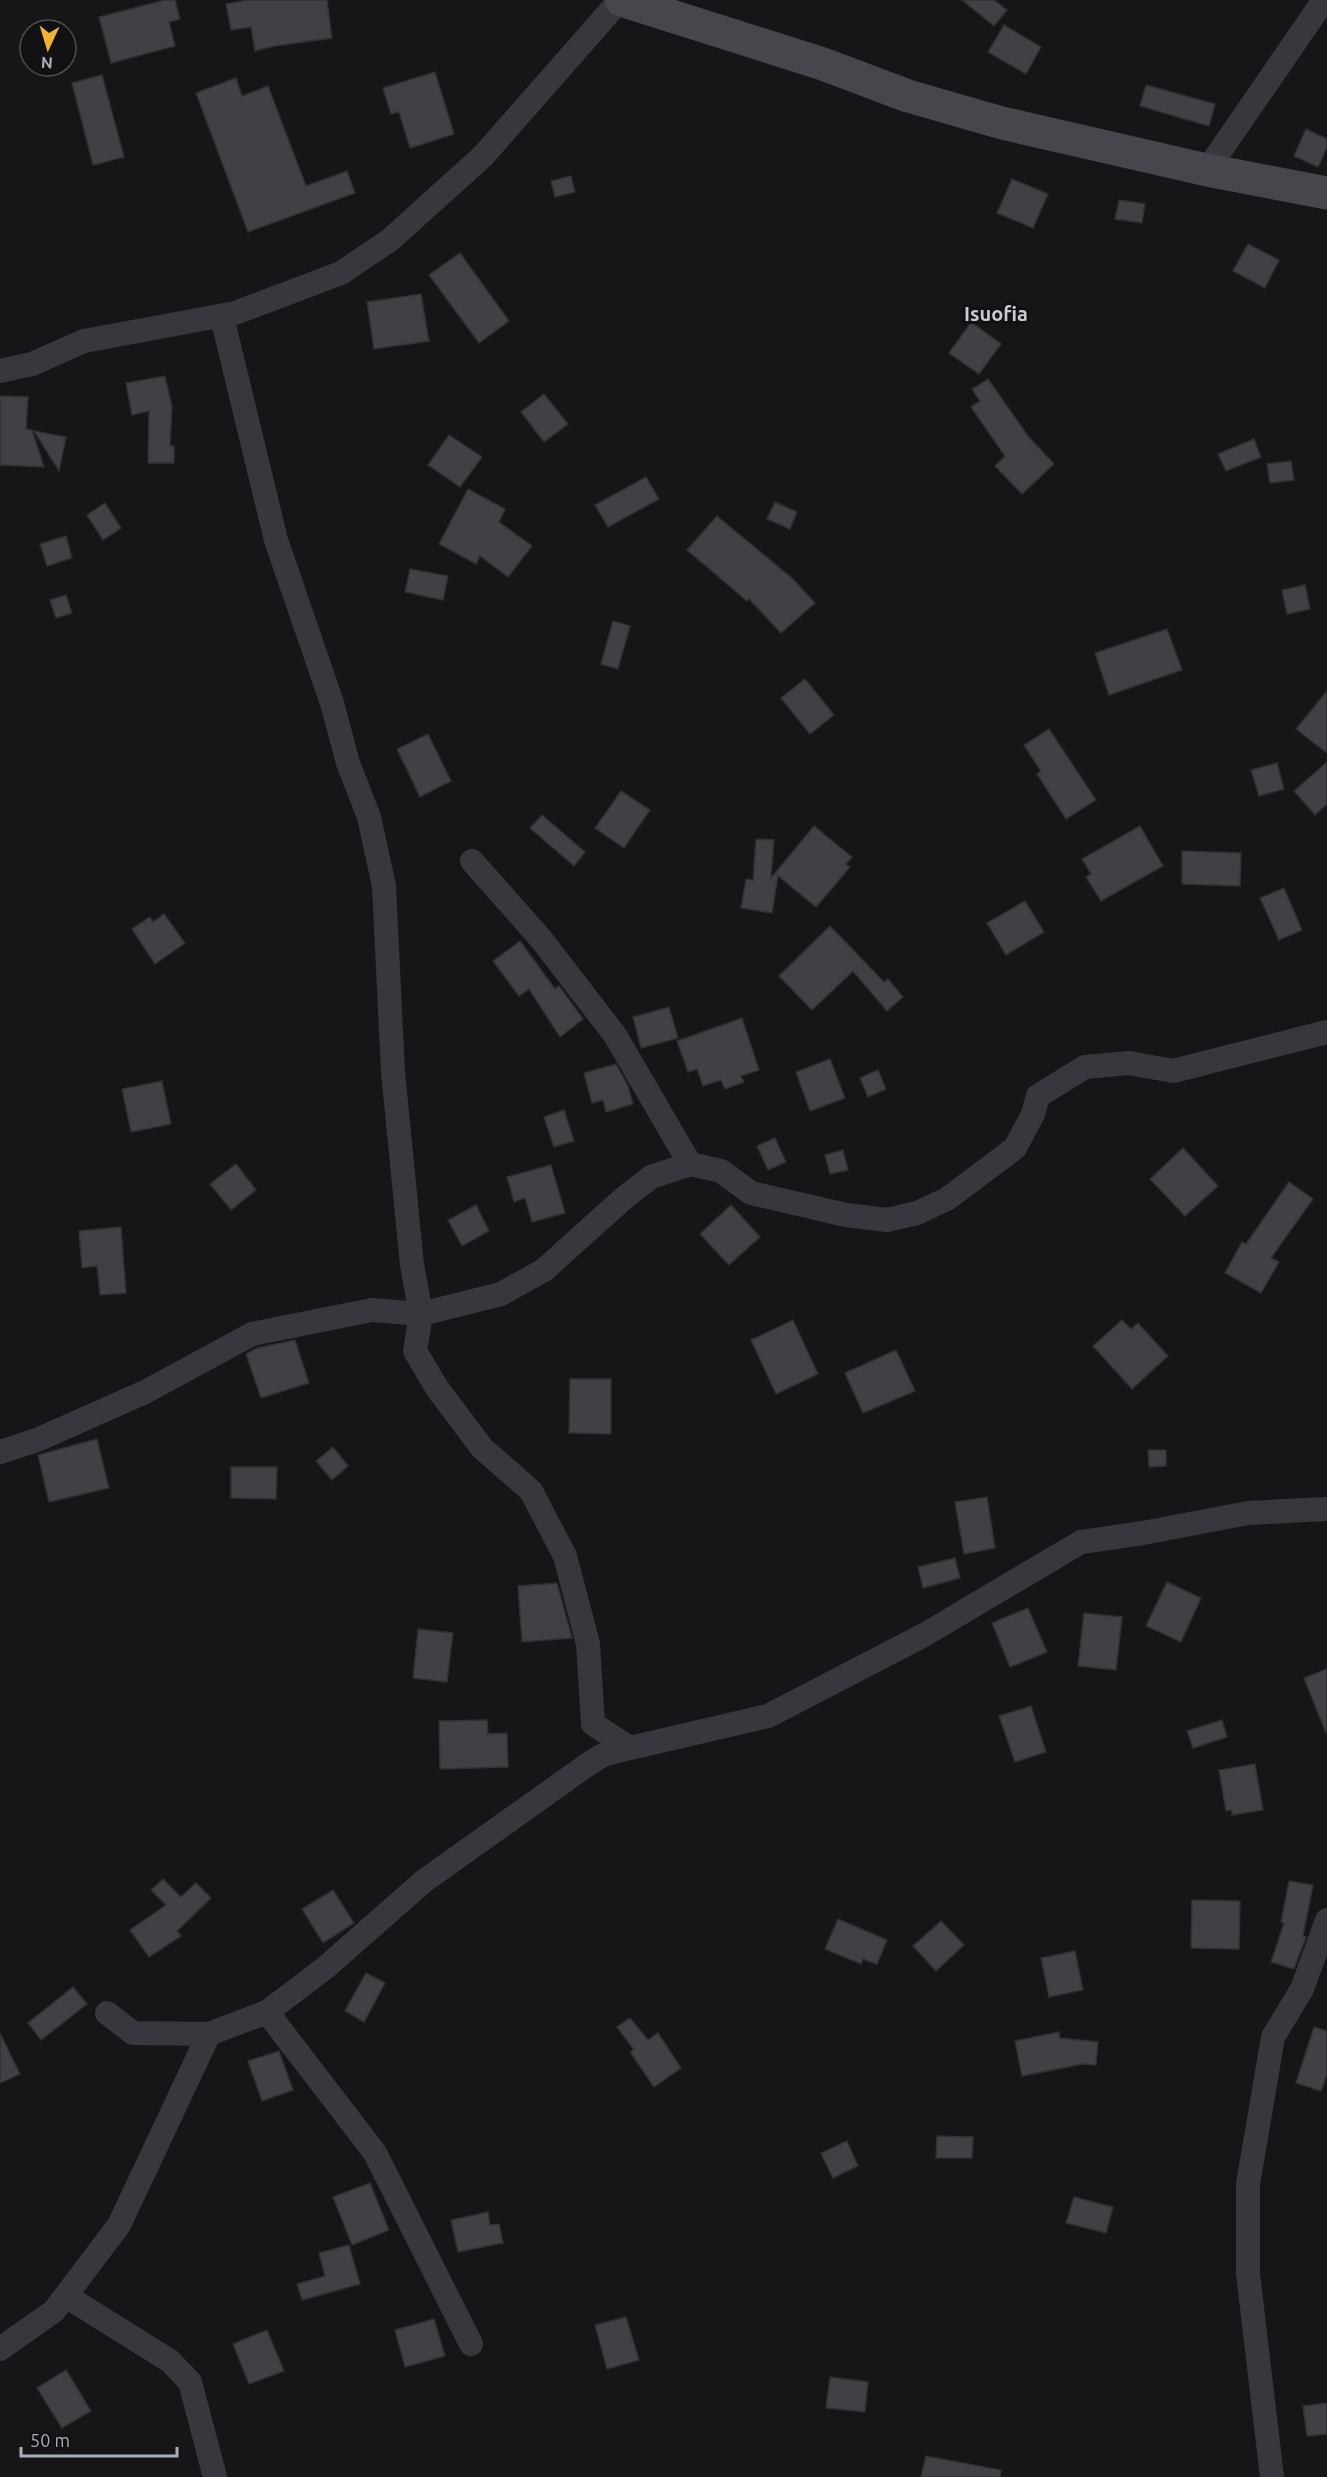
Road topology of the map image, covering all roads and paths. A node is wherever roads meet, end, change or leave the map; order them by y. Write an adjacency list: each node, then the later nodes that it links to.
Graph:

☆ ☆ ☆ ☆

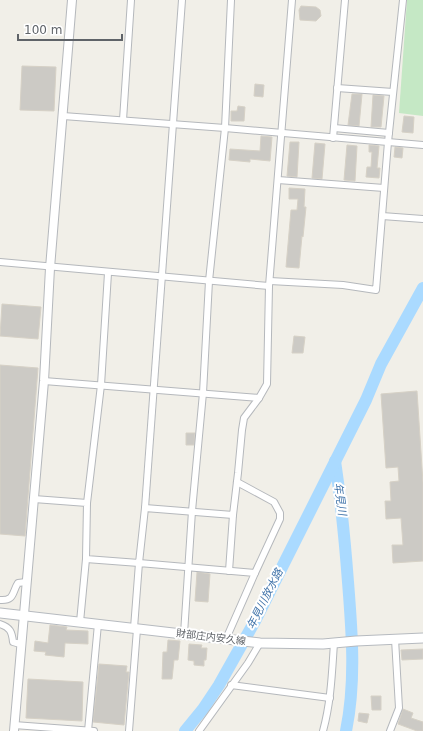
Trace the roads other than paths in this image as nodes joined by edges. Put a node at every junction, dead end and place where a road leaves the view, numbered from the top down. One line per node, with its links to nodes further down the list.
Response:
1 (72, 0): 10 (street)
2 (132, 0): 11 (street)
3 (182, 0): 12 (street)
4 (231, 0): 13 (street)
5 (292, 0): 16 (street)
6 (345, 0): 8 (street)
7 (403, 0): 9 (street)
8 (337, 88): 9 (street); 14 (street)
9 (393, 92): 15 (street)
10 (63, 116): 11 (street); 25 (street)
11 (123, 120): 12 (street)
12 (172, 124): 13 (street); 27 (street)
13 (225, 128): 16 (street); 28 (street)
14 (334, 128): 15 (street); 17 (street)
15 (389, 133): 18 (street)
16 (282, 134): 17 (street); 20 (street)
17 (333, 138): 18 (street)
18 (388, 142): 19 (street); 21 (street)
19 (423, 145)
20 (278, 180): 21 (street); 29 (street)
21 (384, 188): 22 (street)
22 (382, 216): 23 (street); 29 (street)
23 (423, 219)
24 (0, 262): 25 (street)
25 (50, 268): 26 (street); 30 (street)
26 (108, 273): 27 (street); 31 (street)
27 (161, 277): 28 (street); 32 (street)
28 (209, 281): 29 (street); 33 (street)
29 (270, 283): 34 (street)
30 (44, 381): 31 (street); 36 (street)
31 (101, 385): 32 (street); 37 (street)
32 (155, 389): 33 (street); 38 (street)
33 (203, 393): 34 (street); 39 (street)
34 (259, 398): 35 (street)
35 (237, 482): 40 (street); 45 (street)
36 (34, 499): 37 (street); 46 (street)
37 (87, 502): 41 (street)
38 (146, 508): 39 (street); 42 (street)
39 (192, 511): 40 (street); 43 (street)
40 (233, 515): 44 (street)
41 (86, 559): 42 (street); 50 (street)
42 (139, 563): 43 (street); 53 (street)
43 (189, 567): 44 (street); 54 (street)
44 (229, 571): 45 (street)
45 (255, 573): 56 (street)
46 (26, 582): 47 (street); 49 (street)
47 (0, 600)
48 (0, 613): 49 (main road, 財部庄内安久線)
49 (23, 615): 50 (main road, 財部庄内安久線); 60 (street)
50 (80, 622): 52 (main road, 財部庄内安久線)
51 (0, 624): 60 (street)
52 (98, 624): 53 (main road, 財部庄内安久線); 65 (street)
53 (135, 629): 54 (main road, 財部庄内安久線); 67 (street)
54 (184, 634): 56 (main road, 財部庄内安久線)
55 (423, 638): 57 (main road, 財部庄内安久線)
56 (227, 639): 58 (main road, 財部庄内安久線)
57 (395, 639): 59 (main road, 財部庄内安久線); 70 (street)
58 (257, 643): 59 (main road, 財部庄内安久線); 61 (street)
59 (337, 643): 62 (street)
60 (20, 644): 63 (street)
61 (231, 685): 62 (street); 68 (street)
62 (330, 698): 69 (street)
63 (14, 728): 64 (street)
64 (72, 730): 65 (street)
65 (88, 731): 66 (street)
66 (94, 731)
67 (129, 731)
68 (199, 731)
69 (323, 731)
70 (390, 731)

☆ ☆ ☆ ☆

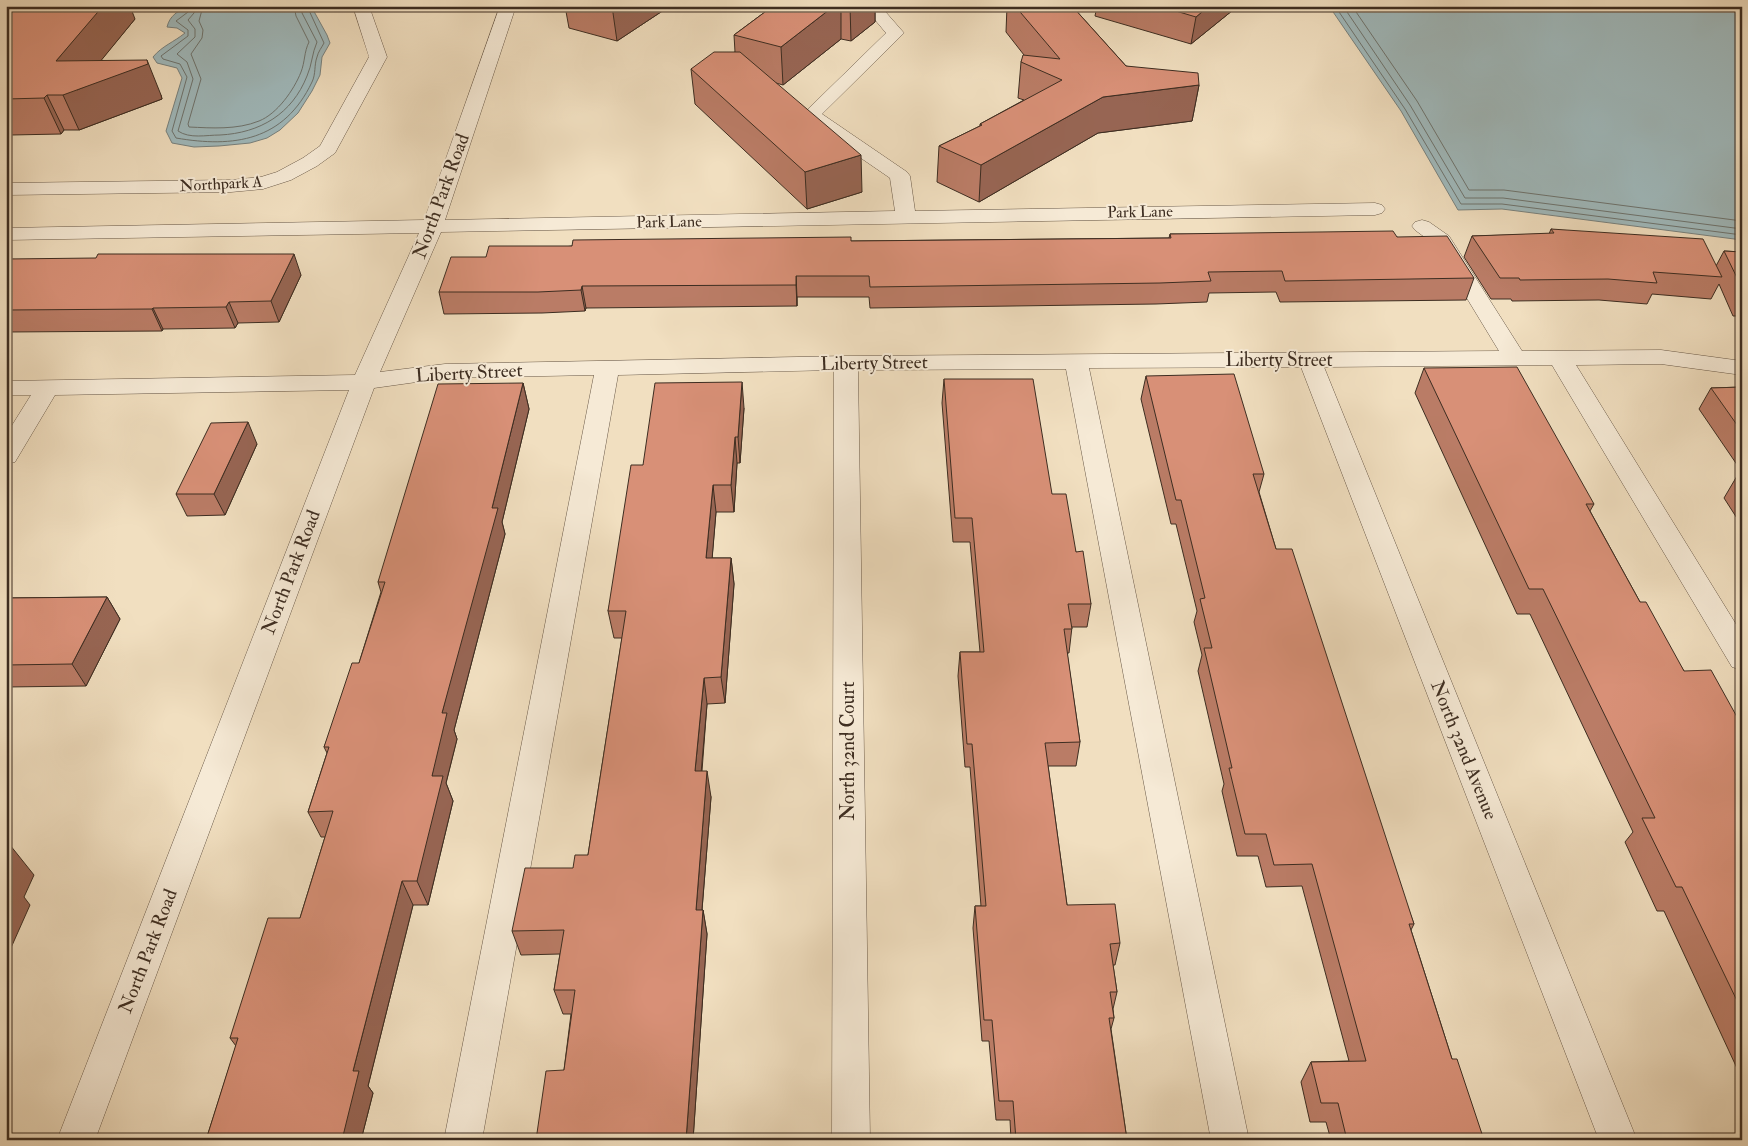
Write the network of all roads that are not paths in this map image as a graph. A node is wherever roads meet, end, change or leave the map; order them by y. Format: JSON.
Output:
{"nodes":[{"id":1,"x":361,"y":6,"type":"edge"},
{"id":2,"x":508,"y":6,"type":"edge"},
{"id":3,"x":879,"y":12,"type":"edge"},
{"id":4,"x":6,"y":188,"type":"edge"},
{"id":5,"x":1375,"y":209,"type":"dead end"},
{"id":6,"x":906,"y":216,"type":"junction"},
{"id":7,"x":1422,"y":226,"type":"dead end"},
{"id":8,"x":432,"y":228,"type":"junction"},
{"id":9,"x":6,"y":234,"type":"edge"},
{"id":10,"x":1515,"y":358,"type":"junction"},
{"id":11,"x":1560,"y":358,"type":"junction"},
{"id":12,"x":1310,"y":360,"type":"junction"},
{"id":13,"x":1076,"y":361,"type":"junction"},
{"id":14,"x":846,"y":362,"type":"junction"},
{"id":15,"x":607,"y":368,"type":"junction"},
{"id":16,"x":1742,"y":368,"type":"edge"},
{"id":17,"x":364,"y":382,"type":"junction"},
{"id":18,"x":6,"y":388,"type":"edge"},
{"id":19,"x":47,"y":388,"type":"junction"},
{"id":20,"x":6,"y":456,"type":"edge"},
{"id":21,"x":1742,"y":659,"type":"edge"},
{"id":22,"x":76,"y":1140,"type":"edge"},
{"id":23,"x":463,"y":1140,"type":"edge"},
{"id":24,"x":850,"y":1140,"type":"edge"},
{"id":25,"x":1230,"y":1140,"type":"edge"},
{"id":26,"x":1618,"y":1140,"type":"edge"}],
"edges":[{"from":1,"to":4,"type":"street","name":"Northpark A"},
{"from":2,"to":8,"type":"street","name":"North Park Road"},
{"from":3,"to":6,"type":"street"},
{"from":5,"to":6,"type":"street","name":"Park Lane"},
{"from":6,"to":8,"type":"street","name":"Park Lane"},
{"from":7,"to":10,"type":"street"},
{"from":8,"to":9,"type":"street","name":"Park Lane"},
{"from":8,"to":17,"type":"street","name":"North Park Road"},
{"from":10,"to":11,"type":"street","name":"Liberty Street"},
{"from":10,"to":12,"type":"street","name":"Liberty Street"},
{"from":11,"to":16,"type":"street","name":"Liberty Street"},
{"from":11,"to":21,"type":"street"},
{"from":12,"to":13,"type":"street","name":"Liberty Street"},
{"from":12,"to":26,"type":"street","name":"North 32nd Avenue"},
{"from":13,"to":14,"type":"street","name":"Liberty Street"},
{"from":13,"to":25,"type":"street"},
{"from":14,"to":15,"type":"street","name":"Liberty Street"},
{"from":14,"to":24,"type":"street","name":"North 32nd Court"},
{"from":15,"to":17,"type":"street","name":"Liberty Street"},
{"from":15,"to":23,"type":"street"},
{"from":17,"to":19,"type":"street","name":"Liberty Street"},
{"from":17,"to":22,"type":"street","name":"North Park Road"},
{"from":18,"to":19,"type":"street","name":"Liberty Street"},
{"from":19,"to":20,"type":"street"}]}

☆ ☆ ☆ ☆

WORK REQUEST: Copy every line of the material in which the word "roads" occurs.

SOLVED EXERCISE:
Road topology of the map image, covering all roads and paths. A node is wherever roads meet, end, change or leave the map; order them by y. Write an adjacency list: each node, then the later nodes that it links to.
Trace the roads other than paths in this image as nodes joined by edges. Put a node at every junction, dead end and place where a road leaves the view, numbered from the top down. One line per node, with its links to nodes further down the list.
Write the network of all roads that are not paths in this map image as a graph. A node is wherever roads meet, end, change or leave the map; order them by y. Format: JSON.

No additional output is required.